Overall, the prevalence of incidences of winter ticks in the NWT still appears to be very low, but the parasite is now established. Sightings are mostly confined to southern NWT, though sightings and cases confirmed by laboratory tests are found along the Mackenzie Valley as far north as the Sahtu region have been increasing. Observations of moose showing signs of winter tick in the NWT are reported to GNWT-ENR. There have also been two sightings of winter ticks on boreal caribou, one confirmed by lab tests.
Observations of moose showing signs of winter tick in the NWT and reported to GNWT-ENR.

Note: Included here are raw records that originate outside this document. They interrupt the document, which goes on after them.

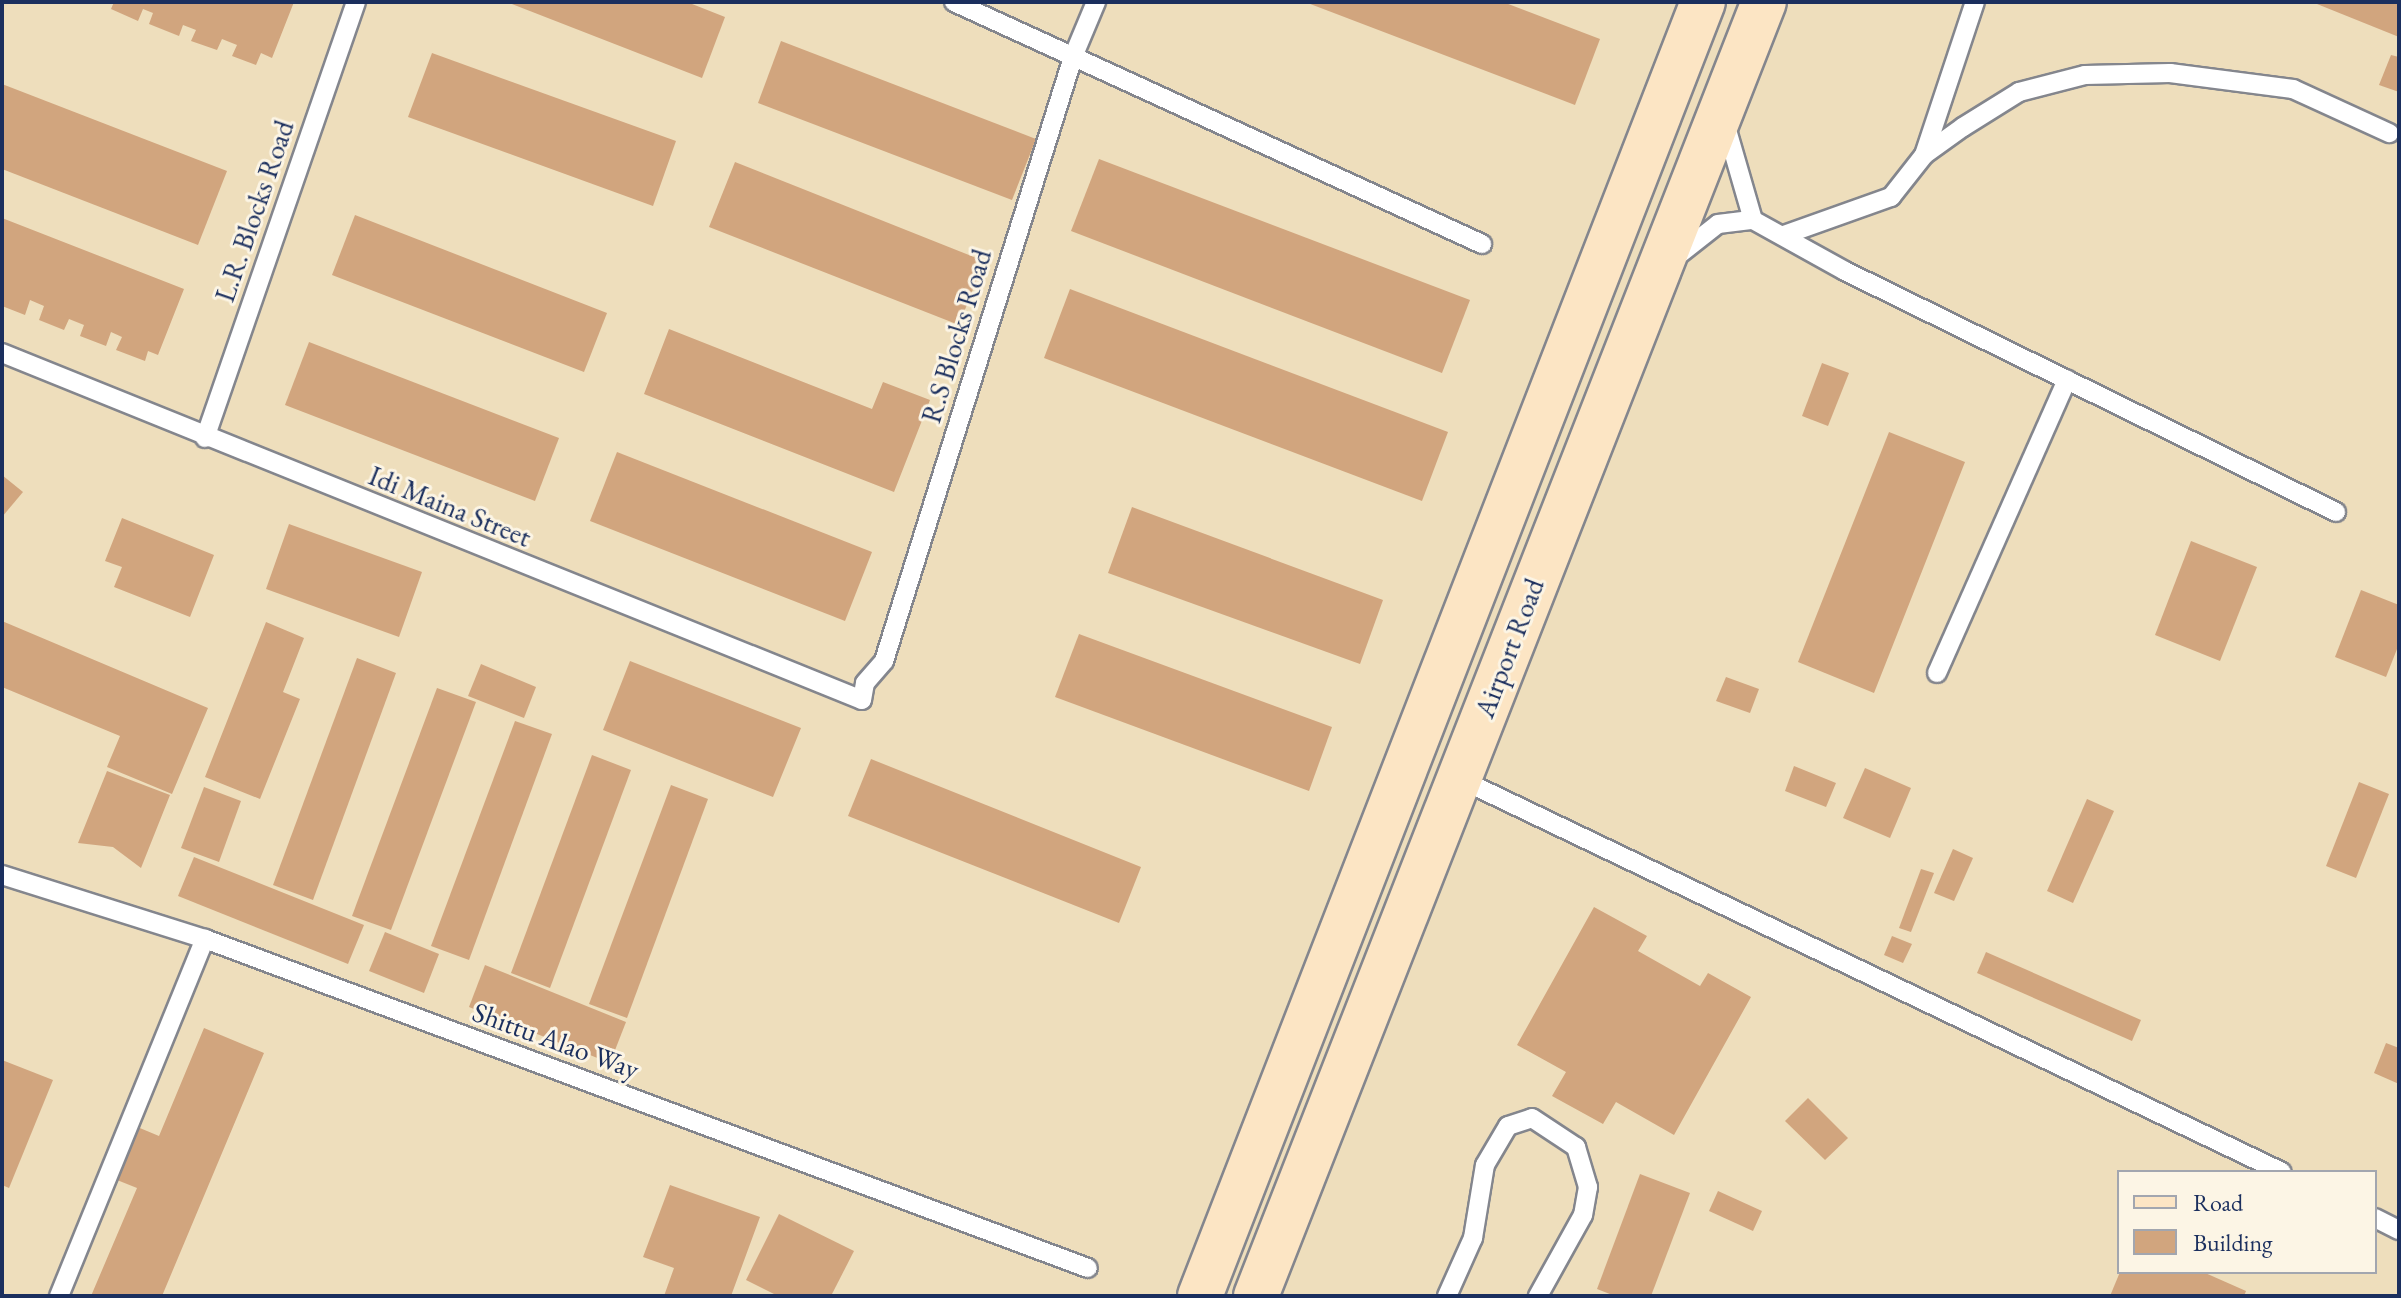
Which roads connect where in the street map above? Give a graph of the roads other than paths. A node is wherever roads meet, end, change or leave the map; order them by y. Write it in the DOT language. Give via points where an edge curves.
graph roads {
  1 [pos="356,2"];
  2 [pos="954,2"];
  3 [pos="1096,2"];
  4 [pos="1703,2"];
  5 [pos="1764,2"];
  6 [pos="1975,2"];
  7 [pos="1073,57"];
  8 [pos="1720,107"];
  9 [pos="2389,133"];
  10 [pos="1924,155"];
  11 [pos="1753,220"];
  12 [pos="1784,235"];
  13 [pos="1482,244"];
  14 [pos="1655,273"];
  15 [pos="2,353"];
  16 [pos="2067,379"];
  17 [pos="205,438"];
  18 [pos="2336,512"];
  19 [pos="1937,673"];
  20 [pos="865,683"];
  21 [pos="1458,778"];
  22 [pos="2,875"];
  23 [pos="205,939"];
  24 [pos="2278,1170"];
  25 [pos="2377,1219"];
  26 [pos="2399,1230"];
  27 [pos="1088,1268"];
  28 [pos="1452,1294"];
  29 [pos="59,1296"];
  30 [pos="1200,1296"];
  31 [pos="1256,1296"];
  32 [pos="1538,1296"];
  1 -- 17 [label="lane, L.R. Blocks Road"];
  2 -- 7 [label="lane"];
  3 -- 7 [label="lane, R.S Blocks Road"];
  4 -- 30 [label="main road, Airport Road"];
  5 -- 8 [label="main road, Airport Road"];
  6 -- 10 [label="lane"];
  7 -- 13 [label="lane"];
  7 -- 20 [label="lane, R.S Blocks Road" via="884,661"];
  8 -- 11 [label="lane"];
  8 -- 14 [label="main road, Airport Road"];
  9 -- 10 [label="lane" via="2293,89 2170,73 2085,75 2019,92"];
  10 -- 12 [label="lane" via="1891,197"];
  11 -- 12 [label="lane"];
  11 -- 14 [label="lane" via="1718,224"];
  12 -- 16 [label="lane" via="1845,271"];
  14 -- 21 [label="main road, Airport Road"];
  15 -- 17 [label="lane, Idi Maina Street"];
  16 -- 18 [label="lane"];
  16 -- 19 [label="lane"];
  17 -- 20 [label="lane, Idi Maina Street" via="862,700"];
  21 -- 24 [label="lane"];
  21 -- 31 [label="main road, Airport Road"];
  22 -- 23 [label="lane, Shittu Alao Way"];
  23 -- 27 [label="lane, Shittu Alao Way"];
  23 -- 29 [label="lane"];
  25 -- 26 [label="lane"];
  28 -- 32 [label="lane" via="1473,1238 1485,1165 1508,1126 1532,1118 1576,1147 1588,1187 1583,1215"];
}
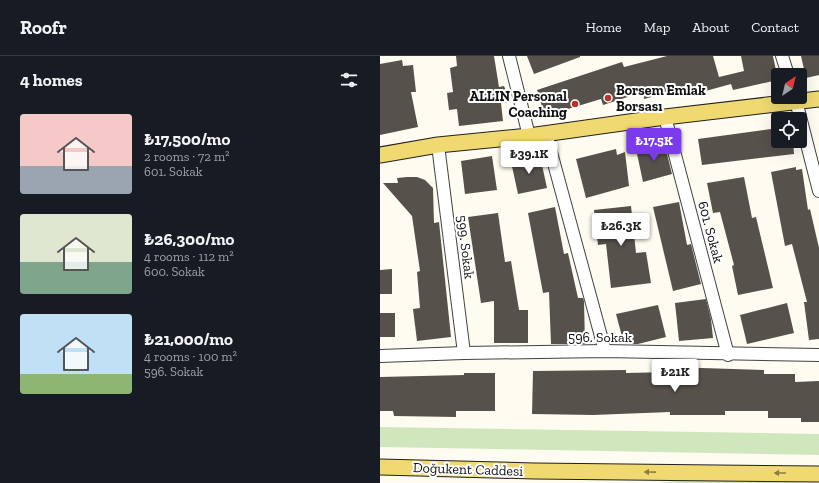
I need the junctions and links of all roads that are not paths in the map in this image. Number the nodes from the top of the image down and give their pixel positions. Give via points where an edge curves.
1 (509, 56) edge
2 (782, 56) edge
3 (786, 68) edge
4 (807, 99) edge
5 (819, 99) edge
6 (771, 102) edge
7 (796, 104) edge
8 (665, 117) junction
9 (546, 134) junction
10 (529, 136) junction
11 (438, 145) junction
12 (380, 154) edge
13 (819, 191) edge
14 (605, 351) junction
15 (464, 353) junction
16 (728, 355) junction
17 (819, 355) edge
18 (380, 356) edge
19 (380, 467) edge
20 (819, 474) edge
21 (481, 476) edge
22 (502, 476) edge

1 - 10 street
2 - 3 street
4 - 5 main road
6 - 8 main road
7 - 13 street
8 - 9 main road
8 - 16 street, 601. Sokak
9 - 10 main road
9 - 14 street
10 - 11 main road
11 - 12 main road
11 - 15 street, 599. Sokak
14 - 15 street, 596. Sokak
14 - 16 street, 596. Sokak
15 - 18 street, 596. Sokak
16 - 17 street, 596. Sokak
19 - 21 main road, Doğukent Caddesi
20 -> 22 main road, Doğukent Caddesi
21 - 22 main road, Doğukent Caddesi

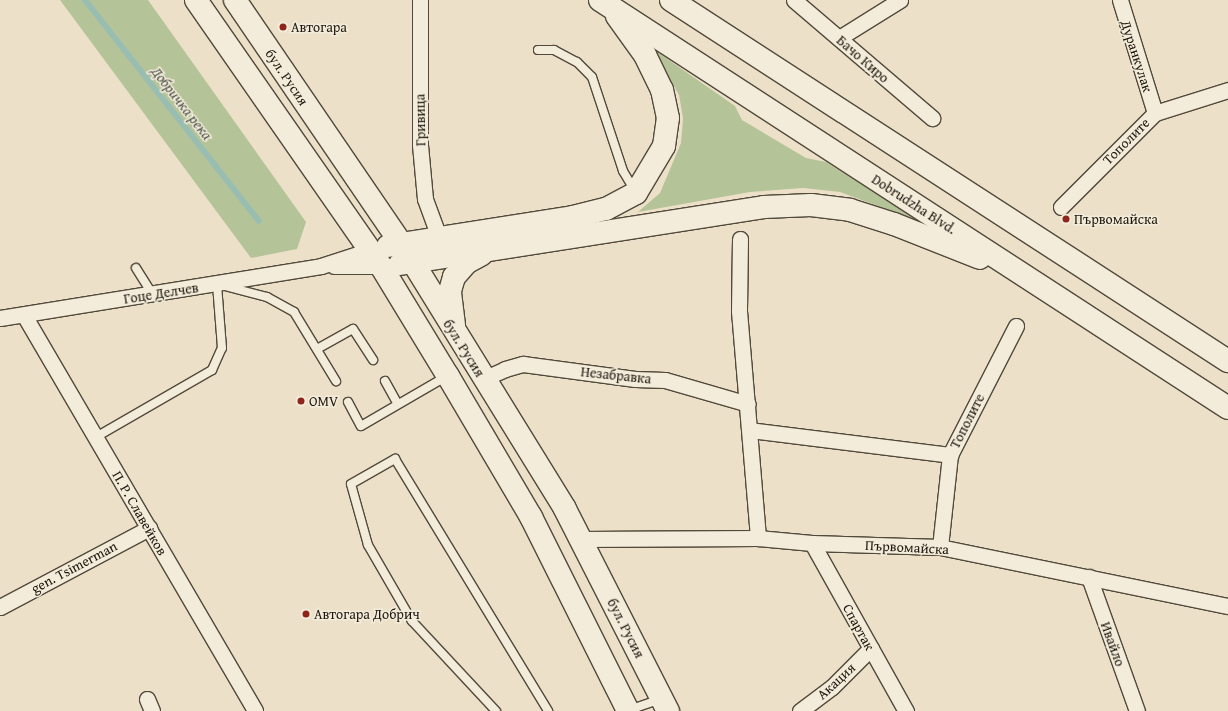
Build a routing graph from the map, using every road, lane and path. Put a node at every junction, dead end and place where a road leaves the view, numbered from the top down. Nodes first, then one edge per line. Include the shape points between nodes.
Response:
1 (196, 0) edge
2 (235, 0) edge
3 (420, 0) edge
4 (671, 0) edge
5 (794, 0) edge
6 (900, 0) edge
7 (1120, 0) edge
8 (604, 3) edge
9 (839, 38) junction
10 (538, 50) dead end
11 (1228, 90) edge
12 (1155, 113) junction
13 (932, 118) dead end
14 (636, 193) junction
15 (1061, 207) dead end
16 (439, 237) junction
17 (740, 239) dead end
18 (401, 243) junction
19 (487, 251) junction
20 (376, 258) junction
21 (412, 263) junction
22 (136, 268) dead end
23 (1027, 277) junction
24 (217, 284) junction
25 (152, 294) junction
26 (24, 314) junction
27 (0, 318) edge
28 (1016, 326) dead end
29 (457, 338) junction
30 (317, 349) junction
31 (373, 360) dead end
32 (1228, 361) edge
33 (448, 376) junction
34 (483, 379) junction
35 (336, 381) dead end
36 (385, 381) dead end
37 (348, 402) dead end
38 (398, 404) junction
39 (748, 404) junction
40 (1228, 408) edge
41 (750, 430) junction
42 (96, 437) junction
43 (950, 455) junction
44 (148, 528) junction
45 (758, 538) junction
46 (580, 539) junction
47 (812, 543) junction
48 (940, 547) junction
49 (1089, 577) junction
50 (1228, 606) edge
51 (0, 607) edge
52 (871, 648) junction
53 (665, 705) edge
54 (255, 711) edge
55 (496, 711) edge
56 (548, 711) edge
57 (627, 711) edge
58 (800, 711) edge
59 (906, 711) edge
60 (1138, 711) edge

1 - 20 main road, бул. Русия
2 - 18 main road, бул. Русия
3 - 16 street, Гривица via 420,145 426,199
4 - 32 main road
5 - 9 street, Бачо Киро
6 - 9 street
7 - 12 street, Дуранкулак
8 - 14 main road via 645,55 662,90 668,118 664,146
8 - 23 main road, Dobrudzha Blvd.
9 - 13 street, Бачо Киро
10 - 14 lane via 554,50 577,62 592,77 623,171
11 - 12 street, Тополите
12 - 15 street, Тополите
14 - 16 main road via 606,209 573,217
16 - 18 main road
17 - 39 street via 740,311
18 - 20 main road
18 - 21 main road, бул. Русия
19 - 21 main road
19 - 23 main road via 764,207 811,205 850,210 894,224
19 - 29 main road via 466,263 454,277 451,305
20 - 21 main road
20 - 24 street, Гоце Делчев
20 - 33 main road, бул. Русия
21 - 29 main road, бул. Русия
22 - 25 lane
23 - 40 main road, Dobrudzha Blvd.
24 - 25 street, Гоце Делчев
24 - 30 lane via 267,297 294,312
24 - 42 lane via 222,348 212,370
25 - 26 street, Гоце Делчев
26 - 27 street, Гоце Делчев
26 - 42 street, П. Р. Славейков
28 - 43 street, Тополите
29 - 34 main road, бул. Русия
30 - 31 lane via 353,329
30 - 35 lane
33 - 38 lane
33 - 57 main road, бул. Русия via 531,517
34 - 39 street, Незабравка via 524,364 635,379 665,380
34 - 46 main road, бул. Русия via 565,509
36 - 38 lane
37 - 38 lane via 361,426
39 - 41 street
41 - 43 street
41 - 45 street
42 - 44 street, П. Р. Славейков
43 - 48 street, Тополите
44 - 51 street, gen. Tsimerman
44 - 54 street, П. Р. Славейков
45 - 46 street, Първомайска
45 - 47 street, Първомайска
46 - 53 main road, бул. Русия
47 - 48 street, Първомайска
47 - 52 street, Спартак
48 - 49 street, Първомайска
49 - 50 street, Първомайска
49 - 60 street, Ивайло
52 - 58 street, Акация via 832,687
52 - 59 street, Спартак
53 - 57 lane
55 - 56 lane via 412,621 368,545 351,484 395,459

Changing environmental conditions may allow the winter tick’s range to extend further northwards. Some experts think that the effects of winter ticks on moose and other ungulates across geographical regions are primarily weather-dependent2. In other parts of North America, tick-related mortality of moose sometimes occurs in many different regions in the same years, suggesting that something common is occurring in all locations. Spring has been suggested as the critical time period, when adult females drop off their host and must survive to lay eggs. Low precipitation and warm temperatures during April have been associated with increased numbers of ticks the following year, indicating this weather may support maximum survival and reproduction rates of the winter tick. April snow cover and low temperatures (less than 3-4ºC) have been linked to low tick survival.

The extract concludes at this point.